Со временем — я не уверен, но я так думаю — эта броня черствела, крепла, превращаясь в костяную рубашку, затягивая всё, до ушных раковин, до глаз и рта, что-то вроде скелета наружу. Окончательно выбираясь за стены приюта, ребята оставляли эту броню при себе. Им всем была дорога на песчаный карьер: больше никаких условий для заработка в городке не было. Мы, совсем ещё юнцы, во время своих вылазок в город видели возвращающихся с карьера рабочих, слышали громкую ругань. Казалось, даже язык их превратился в колючий, ребристый рыбий скелет. Они зависали допоздна в баре и расшвыривали своими тяжеленными ботинками (в которых песок скрипит всё время — даже в воскресенье!) пивные банки. И остаётся только гадать, есть ли за этой костяной оболочкой нежное мясо или нет.
Мы заглядывали в их окна. Влажные бессемейные землянки, нижние квартиры сырого общежития, где за немытым годами стеклом можно разглядеть разве что рваные занавески, подходящие в лучшем случае для сморкания, и не менее рваные простыни на неубранных кроватях. Такие экскурсии в собственное будущее подавляли нас не меньше, чем запах тяжелейшей работы и дыхание пыльных машин над беззубым ртом карьера.

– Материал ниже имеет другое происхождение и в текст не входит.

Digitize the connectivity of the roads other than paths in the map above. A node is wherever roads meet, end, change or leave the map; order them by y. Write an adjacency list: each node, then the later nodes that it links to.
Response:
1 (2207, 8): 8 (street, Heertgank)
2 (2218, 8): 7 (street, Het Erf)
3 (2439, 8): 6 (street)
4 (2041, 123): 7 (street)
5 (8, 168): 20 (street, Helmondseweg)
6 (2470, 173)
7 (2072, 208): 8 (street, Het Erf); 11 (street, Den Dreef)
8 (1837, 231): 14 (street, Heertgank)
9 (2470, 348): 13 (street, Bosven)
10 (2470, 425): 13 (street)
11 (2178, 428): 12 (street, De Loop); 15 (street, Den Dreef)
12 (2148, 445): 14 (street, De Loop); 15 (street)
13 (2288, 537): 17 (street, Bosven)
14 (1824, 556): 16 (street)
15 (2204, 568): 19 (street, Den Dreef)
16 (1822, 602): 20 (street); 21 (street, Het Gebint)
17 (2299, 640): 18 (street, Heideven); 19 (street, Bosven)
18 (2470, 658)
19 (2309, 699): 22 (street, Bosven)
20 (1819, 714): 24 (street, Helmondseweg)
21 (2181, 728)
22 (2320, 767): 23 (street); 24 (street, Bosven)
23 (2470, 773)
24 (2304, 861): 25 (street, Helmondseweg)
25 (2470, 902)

Каждого преследовала под одеялом мечта, что кто-нибудь — ну хоть кто-нибудь! — приедет и избавит его от этого будущего, даст ему шанс перелезть стену, куда неизменно упираются их рельсы, стену, всё яснее проступающую в тумане будущего. Каждый из нас люто ненавидел того, кому этот шанс представился. И я, наверное, не снёс бы груза той ненависти. Приобрести вместе с родными людьми целую коробку бывших друзей, с которыми росли на одной грядке, с которыми ссорились и мирились из-за великих для каждого малыша мелочей — ничего себе выбор.
Подозреваю, что ту коробку приходилось ставить на почётное место на полке каждому, кто нас покидал. Но, во всяком случае, там не было карьера.